Posted in Kafevend Blog
Well here we are in the midst of the Wimbledon fortnight and anyone lucky enough to be heading to the All England Club can expect to be tempted by such upmarket fare as Champagne or Pimms, alongside the obligatory strawberries and cream of course. This set us off on one of our typically tangential thoughts about the tea that is widely heralded as the champagne of teas - we refer to Darjeeling. What is it about Darjeeling that makes it a cut above other Indian teas in the opinion of so many?
Just as Champagne can only be labelled as such if it's been produced in the Champagne region of north east France from the grapes that have been grown there, so too for tea to be labelled Darjeeling it must have been grown and produced in the Darjeeling District of West Bengal in India. The area in question is part of the Himalayan foothills and includes plenty of peaks that would qualify as fully fledged mountains here in the UK, so we can safely say that Darjeeling tea is grown at altitude with all the benefits that cultivation on an elevated terroir brings. The world's third highest peak, Mount Kanchenjunga, looms over the region, which is home to some seventy eight different tea estates situated between 2,000 and 6,500 feet above sea level.

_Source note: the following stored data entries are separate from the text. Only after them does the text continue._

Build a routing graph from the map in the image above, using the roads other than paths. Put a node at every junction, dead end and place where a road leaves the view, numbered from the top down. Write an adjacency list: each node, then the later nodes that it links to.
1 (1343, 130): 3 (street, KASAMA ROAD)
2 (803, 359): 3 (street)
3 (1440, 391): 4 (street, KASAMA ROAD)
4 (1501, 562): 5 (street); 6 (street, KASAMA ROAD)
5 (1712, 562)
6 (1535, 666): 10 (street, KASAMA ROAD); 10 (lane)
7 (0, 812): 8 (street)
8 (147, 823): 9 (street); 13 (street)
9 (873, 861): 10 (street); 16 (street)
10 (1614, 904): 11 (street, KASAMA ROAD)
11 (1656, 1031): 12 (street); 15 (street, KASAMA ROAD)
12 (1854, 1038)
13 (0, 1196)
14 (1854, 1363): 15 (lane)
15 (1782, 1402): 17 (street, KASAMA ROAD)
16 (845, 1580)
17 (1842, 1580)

It was during the 1840s that tea was initially planted in the area by a surgeon named Dr. Arthur Campbell who, along with others, was part of the push to break China's monopoly on the tea trade by securing an alternative supply of tea for Britain. In those days Darjeeling was a popular destination with the British colonial fraternity when they were looking for a place to get away from the heat and bustle of Calcutta and before long it had also become a top venue for tea estates.
It's only for about three or four months during the winter that the plants lie dormant. The rest of the year produces several flushes during which the tea is picked by hand to ensure premium quality. The different flushes result in quite different taste profiles:
-The first flush appears with the arrival of spring from mid March to April. The leaves are small and produce a light coloured infusion with an underlying floral flavour.
-The second flush is harvested around now in June and results in a more full bodied brew. This is the flush most associated with the muscatel notes that Darjeeling is famed for.
-The third flush, also known as the monsoon flush is stronger still. Generally gathered in from the middle of July and on into September, coinciding as its name suggests with the rainy season, it tends to be used for breakfast blends.
-Finally, there's a further flush in the autumn which has a distinct flavour of its own. So if you've heard people wax lyrical about Darjeeling tea and can't understand what all the fuss is about, it's possible you haven't tasted the same variety as they have. It's worth noting too that Darjeeling is processed as green, white and oolong as well as black tea. With all that choice we're all bound to find a favourite!